Mr. Pinter’s entire line of furniture is an illusion. All of his contemporary pieces are made of polypropylene, a lightweight material similar to what’s used to make milk cartons. Here, Mr. Smith puts together some of the faux furniture.

“I can bring a two-bedroom apartment up in four nylon bags,” said Mr. Pinter. The polypropylene furniture can be folded flat and then installed in a matter of hours. He recently staged this three-bedroom apartment on the north end of Central Park in New York.
The apartment is expected to come on the market for about $2 million, said Mark Reznik of A&I Broadway Realty. “But we expect bids to come in much higher,” he said.

Another apartment staged by informed Space is shown.

Of about seven listings that informed Space has staged so far, a $925,000 unit is in contract, and another sold for almost $1.3 million. Shown her is a staged bedroom designed by the company.

“I see this as a phenomenon of a market that’s waking up,” said Jonathan Miller, president of Miller Samuel Real Estate Appraisers & Consultants. Mr. Miller said these kinds of novel approaches to real-estate marketing pop up at the beginning of every new development boom cycle, as in the early 2000s. An informed Space chair is shown.

This New York apartment staged by informed Space recently sold for just under $1.3 million. The listing agent, Tom Postilio of CORE, said this unit was in contract just a day after the staging. “We really felt it helped,” Mr. Postilio said.

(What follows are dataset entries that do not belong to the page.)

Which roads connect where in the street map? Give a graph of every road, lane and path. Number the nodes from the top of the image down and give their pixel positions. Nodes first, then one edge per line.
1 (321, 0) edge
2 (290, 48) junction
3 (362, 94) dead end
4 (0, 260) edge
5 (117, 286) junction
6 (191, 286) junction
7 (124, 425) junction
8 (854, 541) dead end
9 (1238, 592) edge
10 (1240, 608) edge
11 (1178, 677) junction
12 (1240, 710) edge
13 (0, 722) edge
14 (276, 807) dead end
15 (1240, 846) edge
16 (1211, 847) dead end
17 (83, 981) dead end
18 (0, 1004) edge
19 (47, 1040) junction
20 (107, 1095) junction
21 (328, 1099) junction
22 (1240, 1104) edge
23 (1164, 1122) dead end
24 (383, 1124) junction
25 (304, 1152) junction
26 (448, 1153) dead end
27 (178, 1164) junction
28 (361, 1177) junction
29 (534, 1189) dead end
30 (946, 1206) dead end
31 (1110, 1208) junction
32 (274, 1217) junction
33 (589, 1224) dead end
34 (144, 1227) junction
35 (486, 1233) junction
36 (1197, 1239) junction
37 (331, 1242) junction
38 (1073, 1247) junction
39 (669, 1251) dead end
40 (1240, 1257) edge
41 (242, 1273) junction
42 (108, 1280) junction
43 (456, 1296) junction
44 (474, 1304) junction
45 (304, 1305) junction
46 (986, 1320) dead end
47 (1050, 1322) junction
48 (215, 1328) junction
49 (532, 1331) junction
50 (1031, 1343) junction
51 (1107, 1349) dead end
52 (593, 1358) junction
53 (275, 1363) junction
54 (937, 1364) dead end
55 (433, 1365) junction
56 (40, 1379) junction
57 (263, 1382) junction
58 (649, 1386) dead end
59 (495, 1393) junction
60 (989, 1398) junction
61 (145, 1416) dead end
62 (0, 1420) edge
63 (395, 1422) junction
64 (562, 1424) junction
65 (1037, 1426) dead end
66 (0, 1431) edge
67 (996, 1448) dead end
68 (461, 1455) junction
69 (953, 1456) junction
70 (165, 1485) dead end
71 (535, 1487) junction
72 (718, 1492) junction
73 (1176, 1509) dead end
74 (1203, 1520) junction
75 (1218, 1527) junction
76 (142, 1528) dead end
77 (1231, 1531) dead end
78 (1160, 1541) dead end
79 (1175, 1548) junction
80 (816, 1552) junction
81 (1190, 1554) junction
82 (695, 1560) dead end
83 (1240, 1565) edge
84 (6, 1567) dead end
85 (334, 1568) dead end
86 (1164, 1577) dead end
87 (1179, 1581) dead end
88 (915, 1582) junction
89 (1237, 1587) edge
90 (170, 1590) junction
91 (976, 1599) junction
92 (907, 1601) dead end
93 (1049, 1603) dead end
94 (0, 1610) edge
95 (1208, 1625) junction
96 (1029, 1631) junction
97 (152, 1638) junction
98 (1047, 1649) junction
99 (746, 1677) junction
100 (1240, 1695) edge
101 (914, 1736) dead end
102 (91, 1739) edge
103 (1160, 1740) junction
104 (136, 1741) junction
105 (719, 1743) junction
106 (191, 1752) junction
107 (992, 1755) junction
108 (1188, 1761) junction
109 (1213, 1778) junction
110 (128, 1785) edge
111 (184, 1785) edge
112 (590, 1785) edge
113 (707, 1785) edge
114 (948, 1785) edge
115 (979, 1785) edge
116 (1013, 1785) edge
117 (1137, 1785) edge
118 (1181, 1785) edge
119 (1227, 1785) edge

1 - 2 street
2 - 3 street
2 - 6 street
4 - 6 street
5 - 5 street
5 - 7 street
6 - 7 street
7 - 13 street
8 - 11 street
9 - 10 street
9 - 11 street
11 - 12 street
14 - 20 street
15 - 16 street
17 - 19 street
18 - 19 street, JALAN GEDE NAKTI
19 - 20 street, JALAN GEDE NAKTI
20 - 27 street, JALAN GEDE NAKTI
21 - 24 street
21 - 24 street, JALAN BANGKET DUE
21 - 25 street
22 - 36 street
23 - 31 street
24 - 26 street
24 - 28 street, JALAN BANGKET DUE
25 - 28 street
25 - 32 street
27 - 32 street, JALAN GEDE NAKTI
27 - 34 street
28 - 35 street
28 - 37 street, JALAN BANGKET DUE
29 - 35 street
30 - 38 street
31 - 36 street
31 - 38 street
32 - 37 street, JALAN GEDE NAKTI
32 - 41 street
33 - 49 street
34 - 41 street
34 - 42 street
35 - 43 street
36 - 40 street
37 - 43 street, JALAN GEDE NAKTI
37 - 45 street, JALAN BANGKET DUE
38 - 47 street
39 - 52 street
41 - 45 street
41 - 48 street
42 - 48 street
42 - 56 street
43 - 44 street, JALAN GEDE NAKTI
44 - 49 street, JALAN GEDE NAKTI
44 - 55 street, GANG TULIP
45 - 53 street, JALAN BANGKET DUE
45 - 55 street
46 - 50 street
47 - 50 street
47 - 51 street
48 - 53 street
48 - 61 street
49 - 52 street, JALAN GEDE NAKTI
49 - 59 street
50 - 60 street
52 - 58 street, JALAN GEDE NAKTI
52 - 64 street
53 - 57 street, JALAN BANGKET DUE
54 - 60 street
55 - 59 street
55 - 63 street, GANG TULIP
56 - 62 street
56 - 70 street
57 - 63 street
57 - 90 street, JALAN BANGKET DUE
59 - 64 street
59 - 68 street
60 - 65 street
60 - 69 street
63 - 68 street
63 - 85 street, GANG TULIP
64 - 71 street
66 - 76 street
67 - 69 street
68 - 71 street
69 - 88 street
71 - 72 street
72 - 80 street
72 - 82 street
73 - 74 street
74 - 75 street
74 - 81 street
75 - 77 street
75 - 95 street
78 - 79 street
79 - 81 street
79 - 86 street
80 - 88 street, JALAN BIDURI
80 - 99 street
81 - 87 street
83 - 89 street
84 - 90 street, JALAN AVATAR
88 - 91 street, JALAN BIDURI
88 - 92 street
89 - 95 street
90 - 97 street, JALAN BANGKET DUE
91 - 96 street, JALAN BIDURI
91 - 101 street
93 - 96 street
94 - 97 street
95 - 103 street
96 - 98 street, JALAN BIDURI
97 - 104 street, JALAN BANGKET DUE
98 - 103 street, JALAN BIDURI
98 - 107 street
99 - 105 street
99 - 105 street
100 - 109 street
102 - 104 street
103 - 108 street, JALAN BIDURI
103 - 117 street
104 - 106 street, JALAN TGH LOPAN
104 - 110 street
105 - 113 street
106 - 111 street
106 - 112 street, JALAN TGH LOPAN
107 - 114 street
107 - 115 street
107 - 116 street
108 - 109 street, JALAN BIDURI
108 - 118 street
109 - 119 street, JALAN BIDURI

NextStage Furniture, based in Sioux Falls, S.D., created collapsible cardboard furniture with slipcovers for homes mostly in the $300,000 range. A photo of some of the cardboard pieces without fabric slip covers is shown.

The same cardboard furniture, here with fabric slipcovers, is shown. Kevin Nielsen, a co-owner of NextStage Furniture, said sales are picking up and Web traffic to his site is rising. A ‘starter kit,’ including a sofa, dining table and queen-size bed, costs about $600 before shipping.

The faux electronics business also is enjoying a boost from the housing market’s gains. A fake-flat screen TV built by Taiwan-based Real Electronic Propers is shown in a staged living room. A room staged by Kelly Young Design Associates based in Plantation, Fla., is shown. The prop television is shown at center.